**Try it:** Output all of the lines below exactly, and leave out each image.

**Available data:**

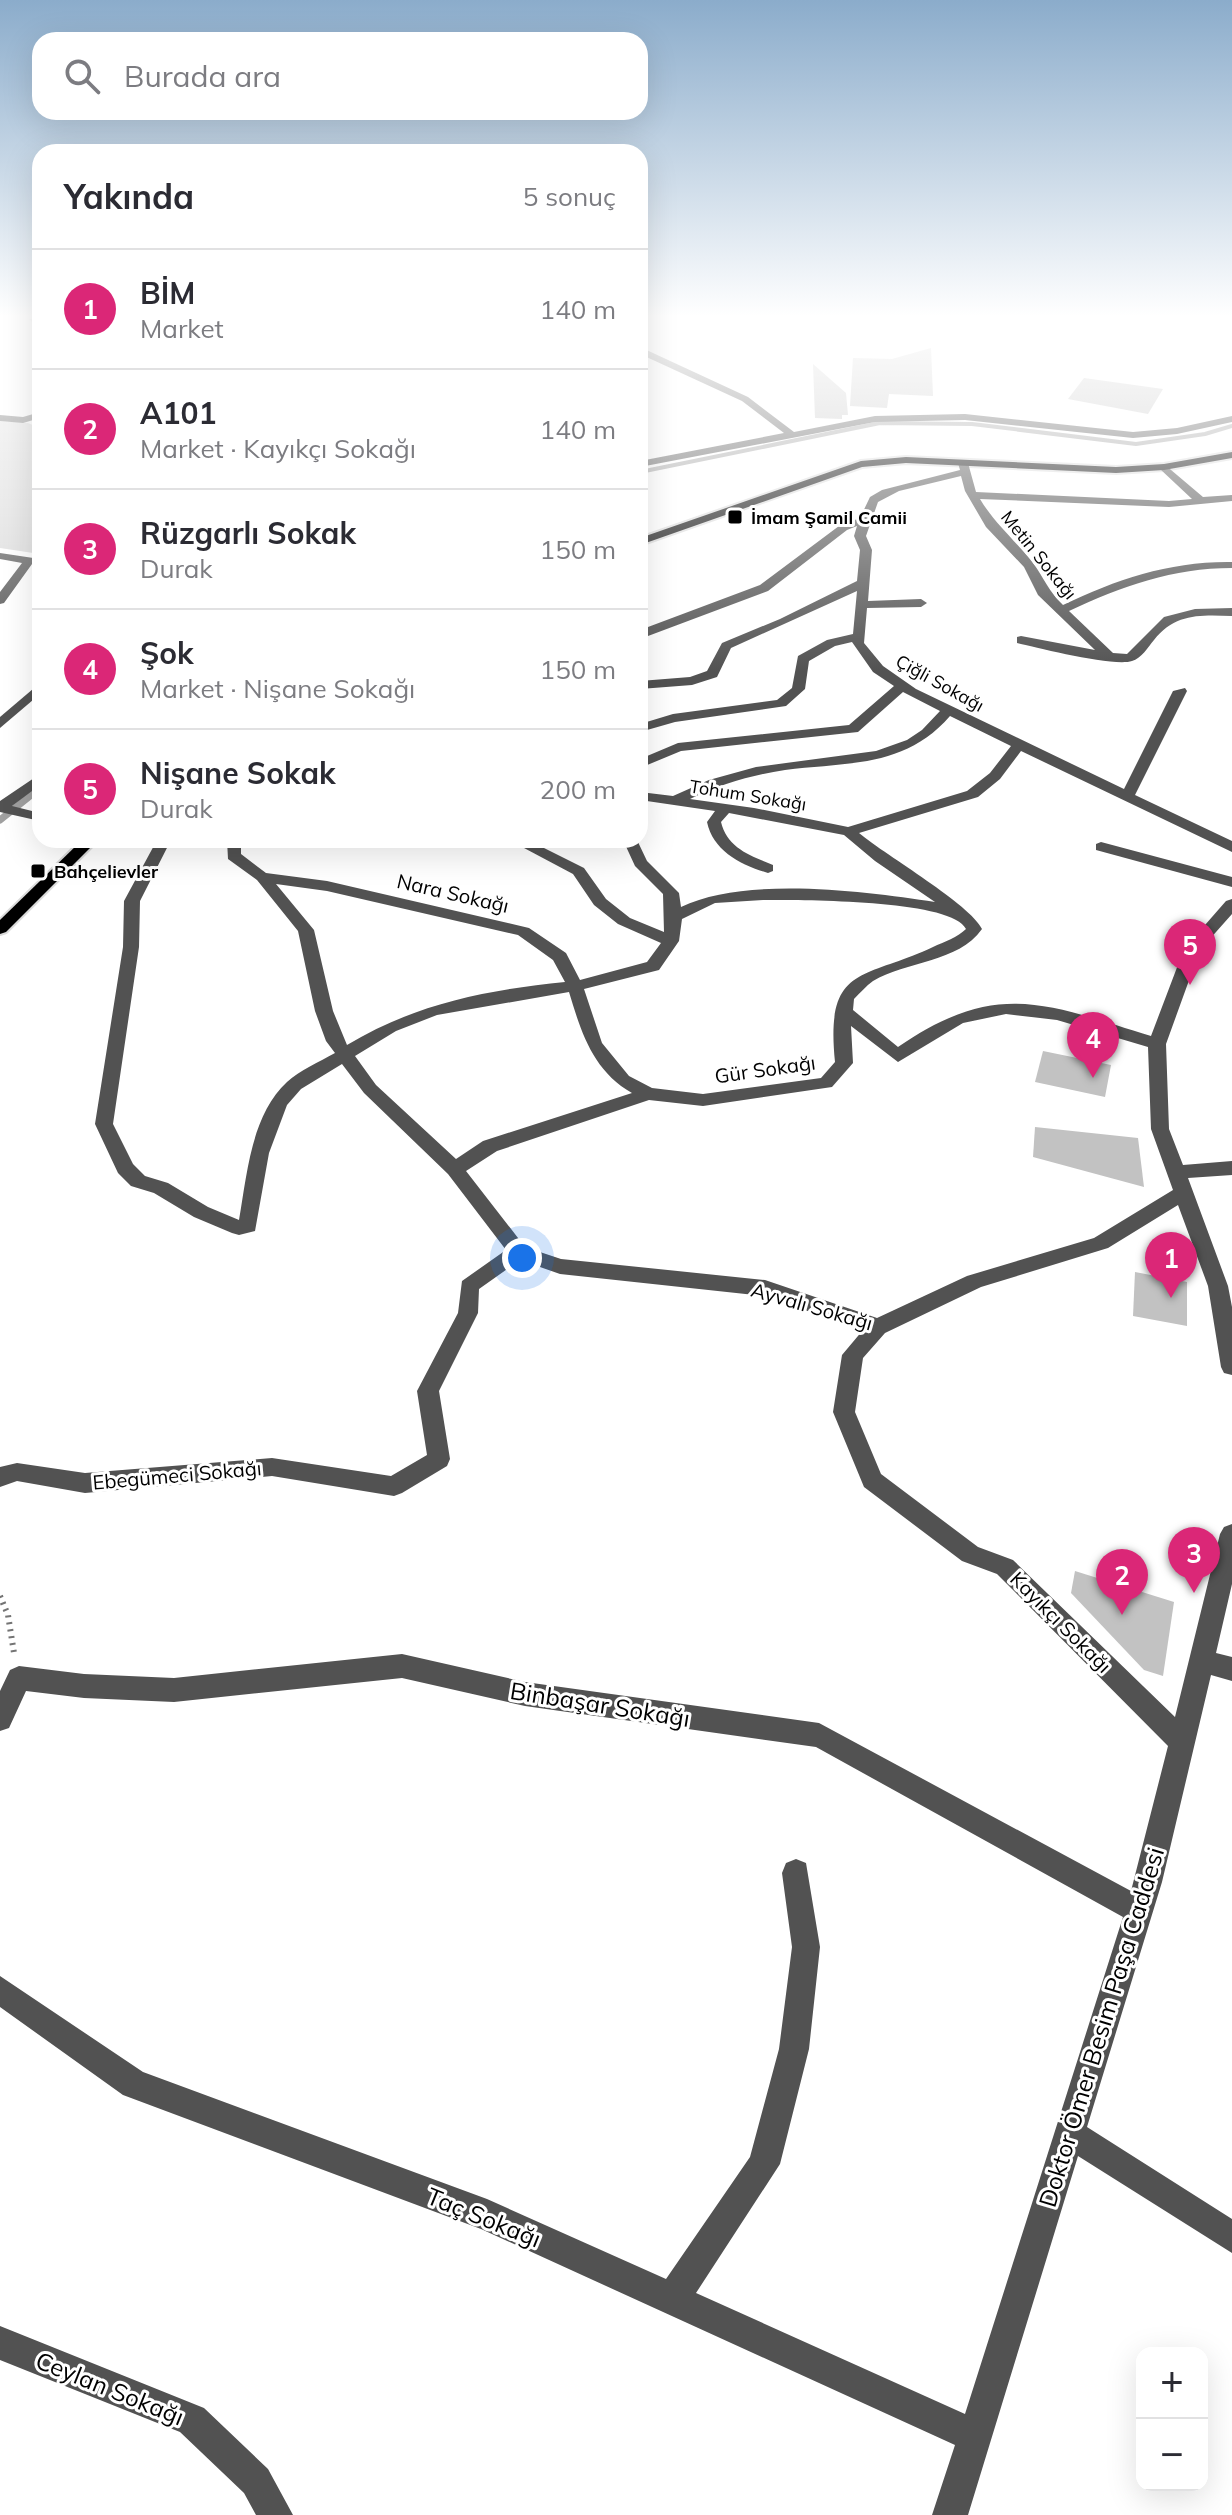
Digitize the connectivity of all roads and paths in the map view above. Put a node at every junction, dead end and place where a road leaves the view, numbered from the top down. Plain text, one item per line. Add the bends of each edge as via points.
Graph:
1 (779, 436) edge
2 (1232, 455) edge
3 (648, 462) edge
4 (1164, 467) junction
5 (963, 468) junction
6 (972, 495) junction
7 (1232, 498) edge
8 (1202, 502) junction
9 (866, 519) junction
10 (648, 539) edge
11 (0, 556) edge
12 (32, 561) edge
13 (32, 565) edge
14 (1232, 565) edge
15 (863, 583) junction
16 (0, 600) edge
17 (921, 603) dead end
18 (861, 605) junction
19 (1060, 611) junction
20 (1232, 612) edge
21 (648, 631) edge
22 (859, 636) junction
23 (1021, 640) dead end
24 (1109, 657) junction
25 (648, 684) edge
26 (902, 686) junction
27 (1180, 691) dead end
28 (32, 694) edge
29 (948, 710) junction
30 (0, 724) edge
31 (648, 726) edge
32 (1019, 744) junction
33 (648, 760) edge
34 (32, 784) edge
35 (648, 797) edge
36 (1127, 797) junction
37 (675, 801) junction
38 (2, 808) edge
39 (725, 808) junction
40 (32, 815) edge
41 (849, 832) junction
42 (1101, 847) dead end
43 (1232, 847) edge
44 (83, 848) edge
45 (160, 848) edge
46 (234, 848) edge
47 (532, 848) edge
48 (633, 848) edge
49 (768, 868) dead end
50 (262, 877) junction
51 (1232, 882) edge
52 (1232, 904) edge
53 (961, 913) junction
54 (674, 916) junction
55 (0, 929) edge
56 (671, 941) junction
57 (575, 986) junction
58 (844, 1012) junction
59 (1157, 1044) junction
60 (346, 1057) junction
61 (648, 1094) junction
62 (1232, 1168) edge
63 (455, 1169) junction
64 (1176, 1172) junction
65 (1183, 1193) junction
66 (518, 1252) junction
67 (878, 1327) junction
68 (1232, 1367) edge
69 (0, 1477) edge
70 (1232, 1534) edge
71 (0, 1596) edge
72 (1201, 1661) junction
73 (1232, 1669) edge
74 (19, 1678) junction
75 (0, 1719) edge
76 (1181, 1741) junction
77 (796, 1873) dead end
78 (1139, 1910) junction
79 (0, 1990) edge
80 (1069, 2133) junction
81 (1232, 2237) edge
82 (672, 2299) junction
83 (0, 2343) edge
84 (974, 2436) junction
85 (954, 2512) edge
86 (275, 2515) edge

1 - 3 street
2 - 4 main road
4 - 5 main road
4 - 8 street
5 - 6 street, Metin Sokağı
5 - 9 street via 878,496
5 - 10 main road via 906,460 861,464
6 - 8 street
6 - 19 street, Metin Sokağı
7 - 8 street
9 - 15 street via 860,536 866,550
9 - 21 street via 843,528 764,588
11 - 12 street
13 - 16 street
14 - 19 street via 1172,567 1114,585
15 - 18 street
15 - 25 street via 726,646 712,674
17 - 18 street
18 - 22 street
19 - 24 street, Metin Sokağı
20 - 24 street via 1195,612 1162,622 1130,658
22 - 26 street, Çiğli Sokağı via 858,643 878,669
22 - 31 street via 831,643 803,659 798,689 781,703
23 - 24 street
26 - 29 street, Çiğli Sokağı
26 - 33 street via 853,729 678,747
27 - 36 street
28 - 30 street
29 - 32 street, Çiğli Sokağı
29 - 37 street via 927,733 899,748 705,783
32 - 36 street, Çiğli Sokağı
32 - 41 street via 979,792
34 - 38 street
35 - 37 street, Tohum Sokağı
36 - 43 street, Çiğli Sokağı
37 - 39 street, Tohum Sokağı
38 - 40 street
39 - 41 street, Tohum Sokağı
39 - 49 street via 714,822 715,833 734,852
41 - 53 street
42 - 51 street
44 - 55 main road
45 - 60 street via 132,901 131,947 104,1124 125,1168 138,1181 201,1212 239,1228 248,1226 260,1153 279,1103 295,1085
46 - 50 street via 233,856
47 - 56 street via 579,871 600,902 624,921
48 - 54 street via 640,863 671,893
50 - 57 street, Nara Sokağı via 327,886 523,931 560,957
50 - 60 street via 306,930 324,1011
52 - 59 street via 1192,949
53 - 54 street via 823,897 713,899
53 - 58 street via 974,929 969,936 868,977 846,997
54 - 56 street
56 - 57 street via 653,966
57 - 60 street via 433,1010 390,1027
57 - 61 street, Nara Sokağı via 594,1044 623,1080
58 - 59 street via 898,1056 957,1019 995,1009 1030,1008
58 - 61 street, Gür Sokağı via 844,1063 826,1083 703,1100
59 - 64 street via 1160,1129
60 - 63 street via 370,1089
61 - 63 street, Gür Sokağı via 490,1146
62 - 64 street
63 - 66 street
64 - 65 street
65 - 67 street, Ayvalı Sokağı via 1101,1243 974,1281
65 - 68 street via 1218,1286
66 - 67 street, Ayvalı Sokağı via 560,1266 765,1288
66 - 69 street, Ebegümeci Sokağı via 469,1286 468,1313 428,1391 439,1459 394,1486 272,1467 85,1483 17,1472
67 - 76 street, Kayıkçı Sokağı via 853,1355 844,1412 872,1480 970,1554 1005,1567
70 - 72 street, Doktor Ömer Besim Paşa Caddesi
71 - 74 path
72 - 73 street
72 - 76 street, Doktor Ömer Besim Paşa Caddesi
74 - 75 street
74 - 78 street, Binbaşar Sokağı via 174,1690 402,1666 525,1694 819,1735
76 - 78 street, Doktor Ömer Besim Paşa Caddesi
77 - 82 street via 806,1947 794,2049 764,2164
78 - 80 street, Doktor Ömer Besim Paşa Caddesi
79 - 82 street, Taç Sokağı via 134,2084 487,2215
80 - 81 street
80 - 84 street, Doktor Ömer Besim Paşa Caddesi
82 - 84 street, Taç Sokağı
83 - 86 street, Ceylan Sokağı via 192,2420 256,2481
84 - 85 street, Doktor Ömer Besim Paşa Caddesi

**Response area:**
Digitize the connectivity of all roads and paths in the map view above. Put a node at every junction, dead end and place where a road leaves the view, numbered from the top down. Plain text, one item per line. Add the bends of each edge as via points.
Graph:
1 (779, 436) edge
2 (1232, 455) edge
3 (648, 462) edge
4 (1164, 467) junction
5 (963, 468) junction
6 (972, 495) junction
7 (1232, 498) edge
8 (1202, 502) junction
9 (866, 519) junction
10 (648, 539) edge
11 (0, 556) edge
12 (32, 561) edge
13 (32, 565) edge
14 (1232, 565) edge
15 (863, 583) junction
16 (0, 600) edge
17 (921, 603) dead end
18 (861, 605) junction
19 (1060, 611) junction
20 (1232, 612) edge
21 (648, 631) edge
22 (859, 636) junction
23 (1021, 640) dead end
24 (1109, 657) junction
25 (648, 684) edge
26 (902, 686) junction
27 (1180, 691) dead end
28 (32, 694) edge
29 (948, 710) junction
30 (0, 724) edge
31 (648, 726) edge
32 (1019, 744) junction
33 (648, 760) edge
34 (32, 784) edge
35 (648, 797) edge
36 (1127, 797) junction
37 (675, 801) junction
38 (2, 808) edge
39 (725, 808) junction
40 (32, 815) edge
41 (849, 832) junction
42 (1101, 847) dead end
43 (1232, 847) edge
44 (83, 848) edge
45 (160, 848) edge
46 (234, 848) edge
47 (532, 848) edge
48 (633, 848) edge
49 (768, 868) dead end
50 (262, 877) junction
51 (1232, 882) edge
52 (1232, 904) edge
53 (961, 913) junction
54 (674, 916) junction
55 (0, 929) edge
56 (671, 941) junction
57 (575, 986) junction
58 (844, 1012) junction
59 (1157, 1044) junction
60 (346, 1057) junction
61 (648, 1094) junction
62 (1232, 1168) edge
63 (455, 1169) junction
64 (1176, 1172) junction
65 (1183, 1193) junction
66 (518, 1252) junction
67 (878, 1327) junction
68 (1232, 1367) edge
69 (0, 1477) edge
70 (1232, 1534) edge
71 (0, 1596) edge
72 (1201, 1661) junction
73 (1232, 1669) edge
74 (19, 1678) junction
75 (0, 1719) edge
76 (1181, 1741) junction
77 (796, 1873) dead end
78 (1139, 1910) junction
79 (0, 1990) edge
80 (1069, 2133) junction
81 (1232, 2237) edge
82 (672, 2299) junction
83 (0, 2343) edge
84 (974, 2436) junction
85 (954, 2512) edge
86 (275, 2515) edge

1 - 3 street
2 - 4 main road
4 - 5 main road
4 - 8 street
5 - 6 street, Metin Sokağı
5 - 9 street via 878,496
5 - 10 main road via 906,460 861,464
6 - 8 street
6 - 19 street, Metin Sokağı
7 - 8 street
9 - 15 street via 860,536 866,550
9 - 21 street via 843,528 764,588
11 - 12 street
13 - 16 street
14 - 19 street via 1172,567 1114,585
15 - 18 street
15 - 25 street via 726,646 712,674
17 - 18 street
18 - 22 street
19 - 24 street, Metin Sokağı
20 - 24 street via 1195,612 1162,622 1130,658
22 - 26 street, Çiğli Sokağı via 858,643 878,669
22 - 31 street via 831,643 803,659 798,689 781,703
23 - 24 street
26 - 29 street, Çiğli Sokağı
26 - 33 street via 853,729 678,747
27 - 36 street
28 - 30 street
29 - 32 street, Çiğli Sokağı
29 - 37 street via 927,733 899,748 705,783
32 - 36 street, Çiğli Sokağı
32 - 41 street via 979,792
34 - 38 street
35 - 37 street, Tohum Sokağı
36 - 43 street, Çiğli Sokağı
37 - 39 street, Tohum Sokağı
38 - 40 street
39 - 41 street, Tohum Sokağı
39 - 49 street via 714,822 715,833 734,852
41 - 53 street
42 - 51 street
44 - 55 main road
45 - 60 street via 132,901 131,947 104,1124 125,1168 138,1181 201,1212 239,1228 248,1226 260,1153 279,1103 295,1085
46 - 50 street via 233,856
47 - 56 street via 579,871 600,902 624,921
48 - 54 street via 640,863 671,893
50 - 57 street, Nara Sokağı via 327,886 523,931 560,957
50 - 60 street via 306,930 324,1011
52 - 59 street via 1192,949
53 - 54 street via 823,897 713,899
53 - 58 street via 974,929 969,936 868,977 846,997
54 - 56 street
56 - 57 street via 653,966
57 - 60 street via 433,1010 390,1027
57 - 61 street, Nara Sokağı via 594,1044 623,1080
58 - 59 street via 898,1056 957,1019 995,1009 1030,1008
58 - 61 street, Gür Sokağı via 844,1063 826,1083 703,1100
59 - 64 street via 1160,1129
60 - 63 street via 370,1089
61 - 63 street, Gür Sokağı via 490,1146
62 - 64 street
63 - 66 street
64 - 65 street
65 - 67 street, Ayvalı Sokağı via 1101,1243 974,1281
65 - 68 street via 1218,1286
66 - 67 street, Ayvalı Sokağı via 560,1266 765,1288
66 - 69 street, Ebegümeci Sokağı via 469,1286 468,1313 428,1391 439,1459 394,1486 272,1467 85,1483 17,1472
67 - 76 street, Kayıkçı Sokağı via 853,1355 844,1412 872,1480 970,1554 1005,1567
70 - 72 street, Doktor Ömer Besim Paşa Caddesi
71 - 74 path
72 - 73 street
72 - 76 street, Doktor Ömer Besim Paşa Caddesi
74 - 75 street
74 - 78 street, Binbaşar Sokağı via 174,1690 402,1666 525,1694 819,1735
76 - 78 street, Doktor Ömer Besim Paşa Caddesi
77 - 82 street via 806,1947 794,2049 764,2164
78 - 80 street, Doktor Ömer Besim Paşa Caddesi
79 - 82 street, Taç Sokağı via 134,2084 487,2215
80 - 81 street
80 - 84 street, Doktor Ömer Besim Paşa Caddesi
82 - 84 street, Taç Sokağı
83 - 86 street, Ceylan Sokağı via 192,2420 256,2481
84 - 85 street, Doktor Ömer Besim Paşa Caddesi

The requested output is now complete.